▶ _What you should do_
Gather every line below where "TAPOS" appears.

Stored entries
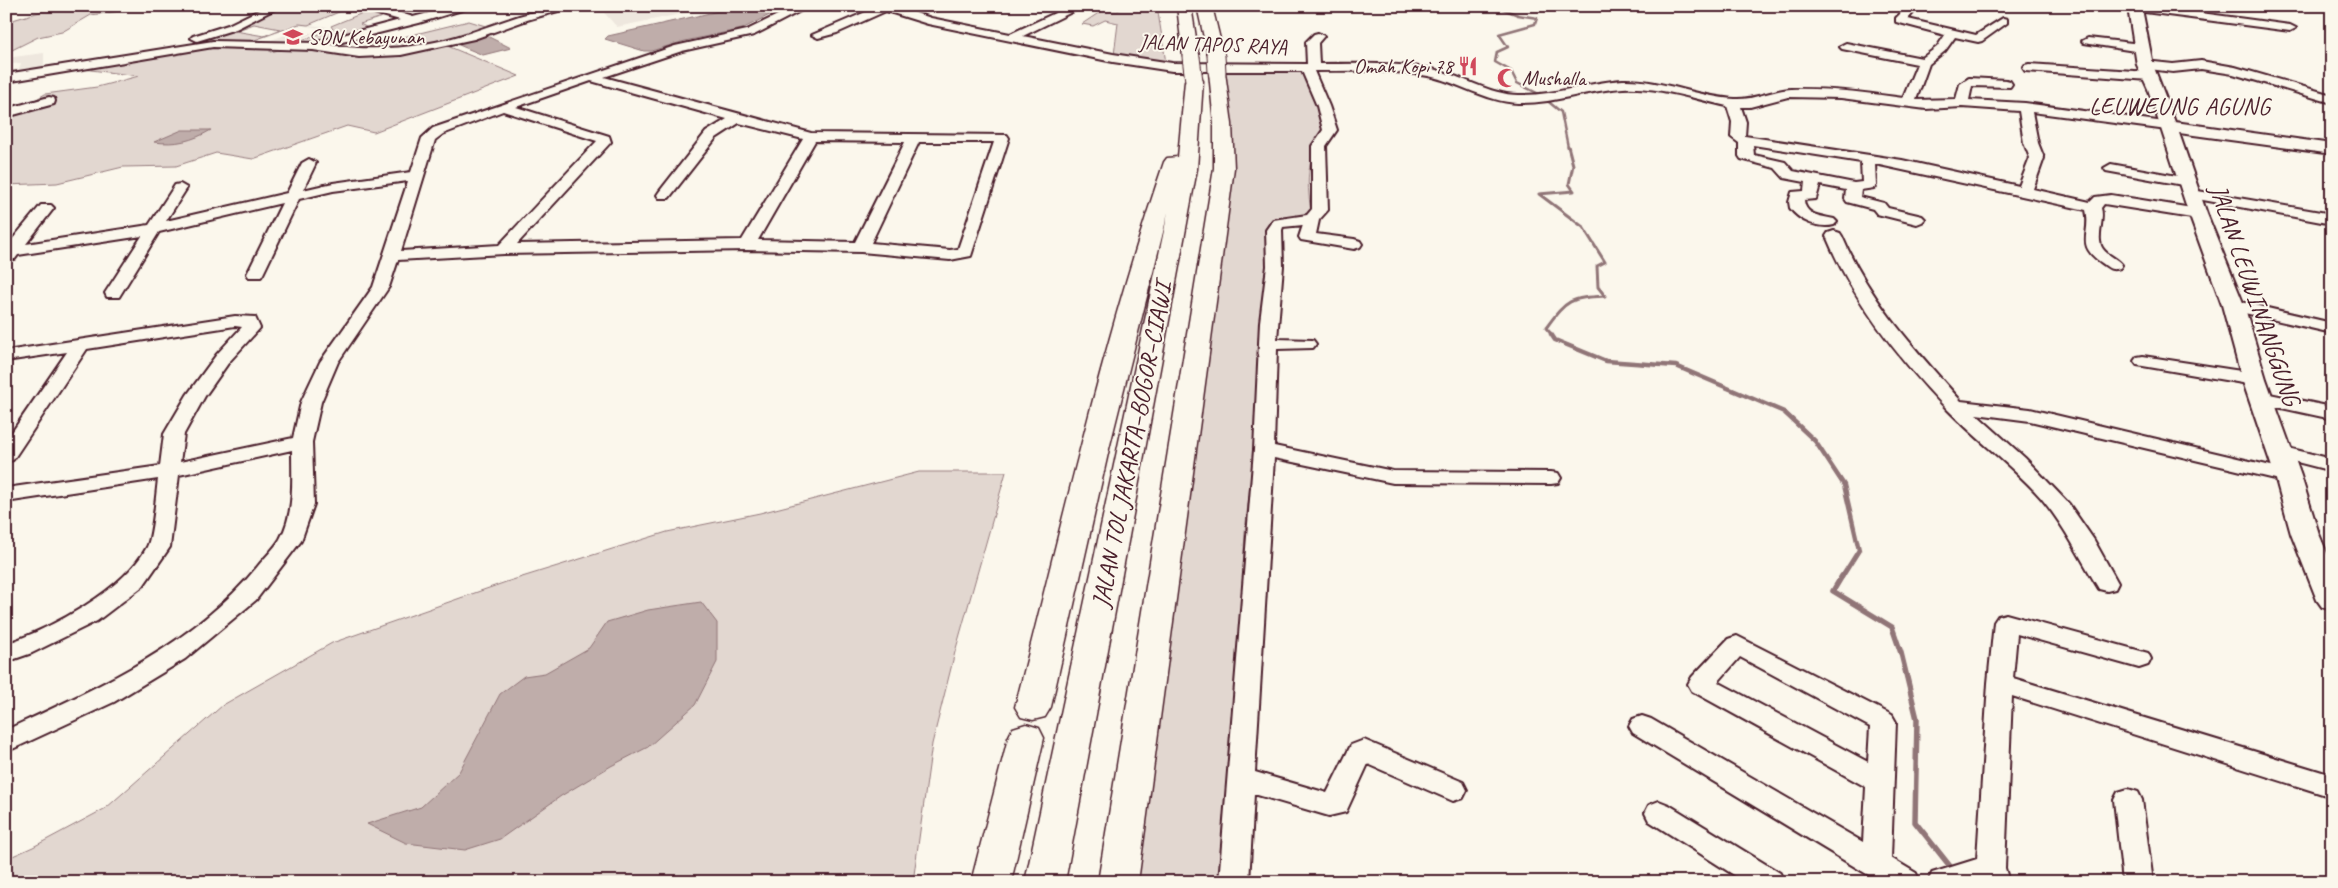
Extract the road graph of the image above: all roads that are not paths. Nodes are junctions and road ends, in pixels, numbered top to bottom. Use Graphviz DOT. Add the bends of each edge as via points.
graph roads {
  1 [pos="276,6"];
  2 [pos="470,6"];
  3 [pos="570,6"];
  4 [pos="805,6"];
  5 [pos="1079,6"];
  6 [pos="1184,6"];
  7 [pos="1204,6"];
  8 [pos="1914,6"];
  9 [pos="882,7"];
  10 [pos="2137,7"];
  11 [pos="381,9"];
  12 [pos="931,10"];
  13 [pos="917,16"];
  14 [pos="415,21"];
  15 [pos="2002,21"];
  16 [pos="2290,28"];
  17 [pos="1952,33"];
  18 [pos="818,35"];
  19 [pos="1318,36"];
  20 [pos="1010,38"];
  21 [pos="2088,41"];
  22 [pos="313,46"];
  23 [pos="1846,46"];
  24 [pos="163,51"];
  25 [pos="1924,62"];
  26 [pos="2145,63"];
  27 [pos="1310,68"];
  28 [pos="2029,68"];
  29 [pos="1202,71"];
  30 [pos="27,74"];
  31 [pos="592,77"];
  32 [pos="6,78"];
  33 [pos="44,82"];
  34 [pos="2006,84"];
  35 [pos="2332,99"];
  36 [pos="49,101"];
  37 [pos="1908,102"];
  38 [pos="1962,102"];
  39 [pos="1733,103"];
  40 [pos="503,107"];
  41 [pos="2025,107"];
  42 [pos="6,113"];
  43 [pos="738,118"];
  44 [pos="2162,127"];
  45 [pos="810,137"];
  46 [pos="914,138"];
  47 [pos="1746,140"];
  48 [pos="2332,149"];
  49 [pos="2332,154"];
  50 [pos="1868,159"];
  51 [pos="309,163"];
  52 [pos="2111,168"];
  53 [pos="418,175"];
  54 [pos="1813,180"];
  55 [pos="1854,187"];
  56 [pos="180,188"];
  57 [pos="2190,188"];
  58 [pos="2025,191"];
  59 [pos="664,195"];
  60 [pos="291,197"];
  61 [pos="2093,207"];
  62 [pos="46,208"];
  63 [pos="2198,214"];
  64 [pos="1312,219"];
  65 [pos="1917,219"];
  66 [pos="2332,219"];
  67 [pos="154,229"];
  68 [pos="1354,244"];
  69 [pos="747,245"];
  70 [pos="861,247"];
  71 [pos="504,249"];
  72 [pos="9,254"];
  73 [pos="392,256"];
  74 [pos="2114,265"];
  75 [pos="254,274"];
  76 [pos="113,293"];
  77 [pos="2234,305"];
  78 [pos="2332,328"];
  79 [pos="81,344"];
  80 [pos="1268,344"];
  81 [pos="1307,344"];
  82 [pos="6,356"];
  83 [pos="2143,361"];
  84 [pos="2259,395"];
  85 [pos="1955,406"];
  86 [pos="2332,413"];
  87 [pos="2332,422"];
  88 [pos="302,442"];
  89 [pos="1264,450"];
  90 [pos="2280,452"];
  91 [pos="6,456"];
  92 [pos="2332,465"];
  93 [pos="168,470"];
  94 [pos="2288,476"];
  95 [pos="1551,478"];
  96 [pos="6,495"];
  97 [pos="2107,583"];
  98 [pos="2330,590"];
  99 [pos="6,653"];
  100 [pos="2138,659"];
  101 [pos="2000,683"];
  102 [pos="1642,726"];
  103 [pos="6,742"];
  104 [pos="1242,779"];
  105 [pos="1880,782"];
  106 [pos="2332,786"];
  107 [pos="1454,790"];
  108 [pos="2128,800"];
  109 [pos="1659,813"];
  110 [pos="1876,864"];
  111 [pos="1993,875"];
  112 [pos="991,882"];
  113 [pos="1045,882"];
  114 [pos="1118,882"];
  115 [pos="1234,882"];
  116 [pos="1770,882"];
  117 [pos="1906,882"];
  118 [pos="1942,882"];
  119 [pos="2138,882"];
  1 -- 24 [label="street" via="232,27"];
  2 -- 14 [label="street"];
  3 -- 22 [label="street" via="463,39 409,50 359,53"];
  4 -- 31 [label="street" via="750,33 680,48"];
  5 -- 20 [label="street"];
  6 -- 29 [label="highway, JALAN TOL JAKARTA–BOGOR–CIAWI"];
  7 -- 29 [label="highway, JALAN TOL JAKARTA–BOGOR–CIAWI"];
  8 -- 17 [label="street" via="1900,20"];
  9 -- 13 [label="street, JALAN TAPOS RAYA"];
  9 -- 18 [label="street"];
  10 -- 16 [label="street"];
  10 -- 26 [label="main road, JALAN LEUWINANGGUNG"];
  11 -- 14 [label="street" via="379,11"];
  12 -- 13 [label="street"];
  13 -- 20 [label="street, JALAN TAPOS RAYA"];
  14 -- 22 [label="street"];
  15 -- 17 [label="street" via="1978,38"];
  17 -- 25 [label="street" via="1941,48"];
  19 -- 27 [label="street" via="1312,42"];
  20 -- 27 [label="street, JALAN TAPOS RAYA" via="1172,67"];
  21 -- 26 [label="street"];
  22 -- 24 [label="street" via="213,44"];
  23 -- 25 [label="street"];
  24 -- 30 [label="street"];
  25 -- 37 [label="street"];
  26 -- 28 [label="street"];
  26 -- 35 [label="street" via="2173,68 2201,65 2235,71"];
  26 -- 44 [label="main road, JALAN LEUWINANGGUNG" via="2156,89"];
  27 -- 39 [label="street, JALAN TAPOS RAYA" via="1418,70 1517,99 1546,98 1625,84"];
  27 -- 64 [label="street" via="1330,128 1319,146 1321,205"];
  29 -- 112 [label="highway" via="1152,229"];
  29 -- 113 [label="highway, JALAN TOL JAKARTA–BOGOR–CIAWI" via="1187,169"];
  29 -- 114 [label="highway, JALAN TOL JAKARTA–BOGOR–CIAWI" via="1223,124 1224,168"];
  30 -- 32 [label="street"];
  30 -- 33 [label="street"];
  31 -- 40 [label="street"];
  31 -- 43 [label="street"];
  34 -- 38 [label="street" via="1968,82"];
  36 -- 42 [label="street"];
  37 -- 38 [label="street, JALAN TAPOS RAYA" via="1933,105"];
  37 -- 39 [label="street, JALAN TAPOS RAYA" via="1796,92 1750,103"];
  38 -- 41 [label="street, JALAN TAPOS RAYA"];
  39 -- 47 [label="street" via="1739,122 1738,137"];
  40 -- 53 [label="street" via="438,131 429,138"];
  40 -- 71 [label="street" via="604,139"];
  41 -- 44 [label="street, JALAN TAPOS RAYA"];
  41 -- 58 [label="street" via="2037,158"];
  43 -- 45 [label="street"];
  43 -- 59 [label="street" via="711,135"];
  44 -- 48 [label="main road"];
  44 -- 49 [label="main road"];
  44 -- 57 [label="main road, JALAN LEUWINANGGUNG"];
  45 -- 46 [label="street"];
  45 -- 69 [label="street"];
  46 -- 70 [label="street"];
  46 -- 70 [label="street" via="1002,138 965,253 950,255"];
  47 -- 50 [label="street"];
  47 -- 54 [label="street" via="1748,158 1779,164 1787,174"];
  50 -- 55 [label="street" via="1869,185"];
  50 -- 58 [label="street"];
  51 -- 60 [label="street"];
  52 -- 57 [label="street"];
  53 -- 60 [label="street" via="333,187"];
  53 -- 73 [label="street"];
  54 -- 55 [label="street"];
  54 -- 85 [label="street" via="1811,196 1797,195 1798,210 1832,229 1848,271 1861,293"];
  55 -- 65 [label="street" via="1852,199 1879,206 1882,211"];
  56 -- 67 [label="street"];
  57 -- 63 [label="main road, JALAN LEUWINANGGUNG"];
  57 -- 66 [label="street"];
  58 -- 61 [label="street"];
  60 -- 67 [label="street"];
  60 -- 75 [label="street"];
  61 -- 63 [label="street" via="2100,200 2111,199"];
  61 -- 74 [label="street" via="2096,214 2092,238 2096,250"];
  62 -- 72 [label="street"];
  63 -- 77 [label="main road, JALAN LEUWINANGGUNG"];
  64 -- 68 [label="street" via="1307,237"];
  64 -- 80 [label="street" via="1275,226"];
  67 -- 72 [label="street"];
  67 -- 76 [label="street"];
  69 -- 70 [label="street"];
  69 -- 71 [label="street"];
  71 -- 73 [label="street"];
  73 -- 88 [label="street" via="381,287 329,362 311,402"];
  77 -- 78 [label="street"];
  77 -- 84 [label="main road, JALAN LEUWINANGGUNG"];
  79 -- 82 [label="street"];
  79 -- 91 [label="street"];
  79 -- 93 [label="street" via="249,321 251,328 223,358 174,434"];
  80 -- 81 [label="street"];
  80 -- 89 [label="street"];
  83 -- 84 [label="street"];
  84 -- 86 [label="street"];
  84 -- 87 [label="street"];
  84 -- 90 [label="main road, JALAN LEUWINANGGUNG"];
  85 -- 94 [label="street" via="2030,415"];
  85 -- 97 [label="street" via="2027,472 2057,505 2074,526"];
  88 -- 93 [label="street"];
  88 -- 103 [label="street" via="303,504 290,541 248,594 176,653 105,696"];
  89 -- 95 [label="street" via="1393,477"];
  89 -- 104 [label="street"];
  90 -- 92 [label="street"];
  90 -- 94 [label="main road, JALAN LEUWINANGGUNG"];
  93 -- 96 [label="street"];
  93 -- 99 [label="street" via="159,547 135,580 89,615"];
  94 -- 98 [label="main road, JALAN LEUWINANGGUNG" via="2305,534"];
  100 -- 101 [label="street" via="2006,622"];
  101 -- 106 [label="street"];
  101 -- 111 [label="street"];
  102 -- 110 [label="street"];
  104 -- 107 [label="street" via="1329,805 1336,804 1360,752 1364,750"];
  104 -- 115 [label="street"];
  105 -- 105 [label="street" via="1883,722 1737,644 1701,684"];
  105 -- 110 [label="street"];
  108 -- 119 [label="street"];
  109 -- 116 [label="street"];
  110 -- 117 [label="street"];
  111 -- 118 [label="street"];
}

▶ _Expected output_
  9 -- 13 [label="street, JALAN TAPOS RAYA"];
  13 -- 20 [label="street, JALAN TAPOS RAYA"];
  20 -- 27 [label="street, JALAN TAPOS RAYA" via="1172,67"];
  27 -- 39 [label="street, JALAN TAPOS RAYA" via="1418,70 1517,99 1546,98 1625,84"];
  37 -- 38 [label="street, JALAN TAPOS RAYA" via="1933,105"];
  37 -- 39 [label="street, JALAN TAPOS RAYA" via="1796,92 1750,103"];
  38 -- 41 [label="street, JALAN TAPOS RAYA"];
  41 -- 44 [label="street, JALAN TAPOS RAYA"];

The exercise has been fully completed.